Tournament statistics
- Matches played: 16
- Goals scored: 79 (4.94 per match)
- Top goal scorer: Hanne Sobek (6 goals)

= 1929 German football championship =

The 1929 German football championship, the 22nd edition of the competition, was won by SpVgg Fürth, defeating Hertha BSC 3–2 in the final.

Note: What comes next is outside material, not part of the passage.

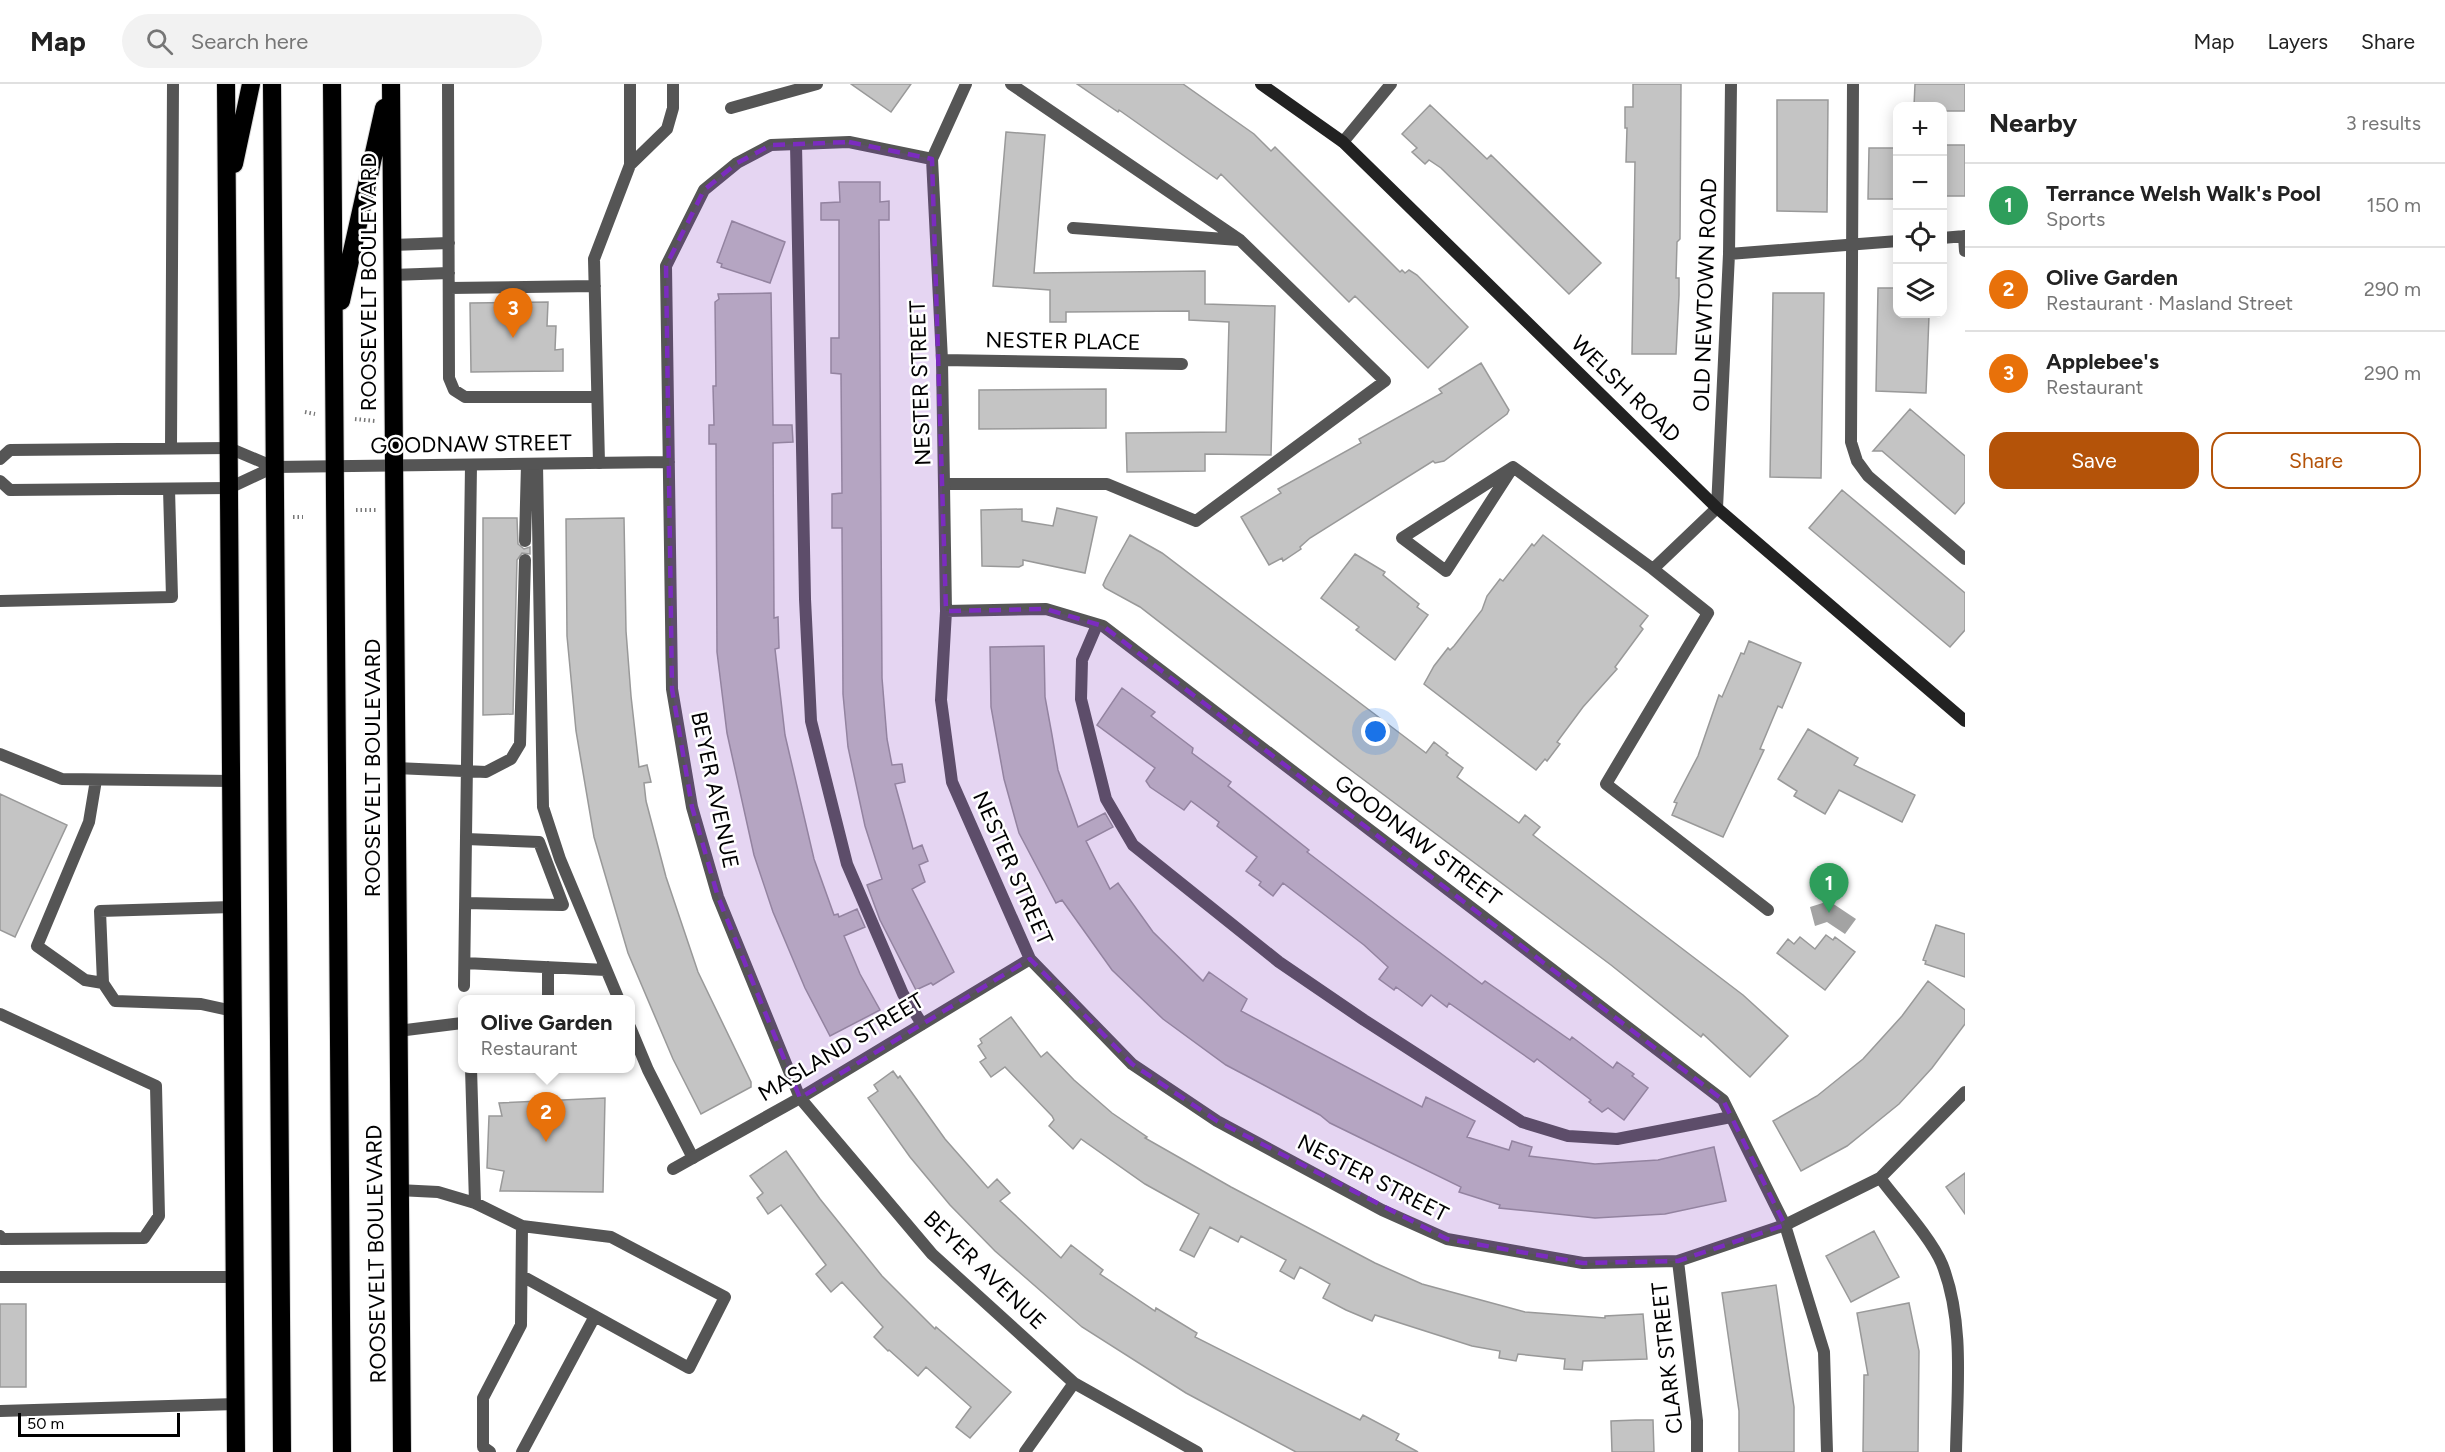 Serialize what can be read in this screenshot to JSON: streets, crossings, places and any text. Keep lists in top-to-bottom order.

For SpVgg Fürth it was the third national championship after wins in 1914 and 1926 but the club would never again appear in the final after 1929. It was the last highlight of the decade after the First World War that saw seven of the ten national championships go to Middle Franconian clubs 1. FC Nürnberg and SpVgg Fürth. For Hertha BSC it marked the fourth consecutive final loss, the only club to do so. Hertha had previously lost the 1926 final to Fürth as well but would go on to win back-to-back championships in 1930 and 1931.

Hertha's Hanne Sobek was the top scorer of the 1929 championship with six goals.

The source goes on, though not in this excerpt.